Selesai berdoa, Cillian menoleh ke arah Shabina, berniat meminta sepotong kurma, lalu ia mendapati Shabina sedang menatapnya, manik mata mereka bertemu untuk beberapa detik.
“Ah em, sini Aryan biar aku pangku, biar kamu nyaman bukanya …” ucap Shabina.

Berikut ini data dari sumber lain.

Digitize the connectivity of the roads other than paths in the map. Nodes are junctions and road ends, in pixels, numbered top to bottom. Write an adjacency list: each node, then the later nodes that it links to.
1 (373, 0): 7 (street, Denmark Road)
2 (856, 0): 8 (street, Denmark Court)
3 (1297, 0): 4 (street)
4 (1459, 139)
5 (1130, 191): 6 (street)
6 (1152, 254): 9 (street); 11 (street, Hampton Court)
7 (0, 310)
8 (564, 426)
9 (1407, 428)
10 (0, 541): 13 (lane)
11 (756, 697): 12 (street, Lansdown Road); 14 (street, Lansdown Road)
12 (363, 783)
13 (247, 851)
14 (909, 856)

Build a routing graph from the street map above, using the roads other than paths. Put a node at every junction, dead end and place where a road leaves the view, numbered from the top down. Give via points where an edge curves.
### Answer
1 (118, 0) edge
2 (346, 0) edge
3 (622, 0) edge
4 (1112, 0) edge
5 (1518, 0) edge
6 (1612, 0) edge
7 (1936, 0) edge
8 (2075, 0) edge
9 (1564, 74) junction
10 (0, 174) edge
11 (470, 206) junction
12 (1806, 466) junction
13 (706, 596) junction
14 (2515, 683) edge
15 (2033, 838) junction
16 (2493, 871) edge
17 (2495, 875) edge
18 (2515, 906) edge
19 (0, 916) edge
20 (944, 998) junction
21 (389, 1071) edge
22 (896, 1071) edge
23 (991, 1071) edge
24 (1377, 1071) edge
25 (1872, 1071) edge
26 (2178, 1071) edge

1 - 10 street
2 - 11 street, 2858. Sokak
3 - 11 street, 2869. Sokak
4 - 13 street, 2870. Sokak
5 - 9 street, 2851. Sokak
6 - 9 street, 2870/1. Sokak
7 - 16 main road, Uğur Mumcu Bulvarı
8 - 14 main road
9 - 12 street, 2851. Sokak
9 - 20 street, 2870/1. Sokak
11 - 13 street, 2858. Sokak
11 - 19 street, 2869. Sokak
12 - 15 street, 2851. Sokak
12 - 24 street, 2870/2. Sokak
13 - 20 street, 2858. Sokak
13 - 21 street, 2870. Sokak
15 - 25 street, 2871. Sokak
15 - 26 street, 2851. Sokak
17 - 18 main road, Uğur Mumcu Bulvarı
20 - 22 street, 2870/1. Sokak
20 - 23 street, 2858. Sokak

Cillian tersenyum, ia mengangkat Aryan berdiri. Ia sadar kedua tangan Shabina penuh, maka ia yang menyodorkan Aryan pada Shabina, mendudukkan bayi itu di pangkuan Shabina, lalu mengambil botol minum dan wadah kurma dari tangan Shabina.
Cillian mengambil sepotong kurma dan menggigitnya, kemudian tangan kirinya menurunkan rem tangan lalu menggeser persneling mobil.
“Gak selesaikan dulu makannya, Yan?” tanya Shabina menyadari Cillian akan melajukan mobilnya.
“Gak papa, ini satu kurma udah bikin kenyang … ntar kita kelamaan nyampe rumah kamu, ini mau berhenti di masjid lagi …”
Shabina mengangguk, “Oke, hati-hati … gak usah buru-buru, kita bawa Aryan” ucap Shabina lagi.
“Siap” balas Cillian sambil tersenyum.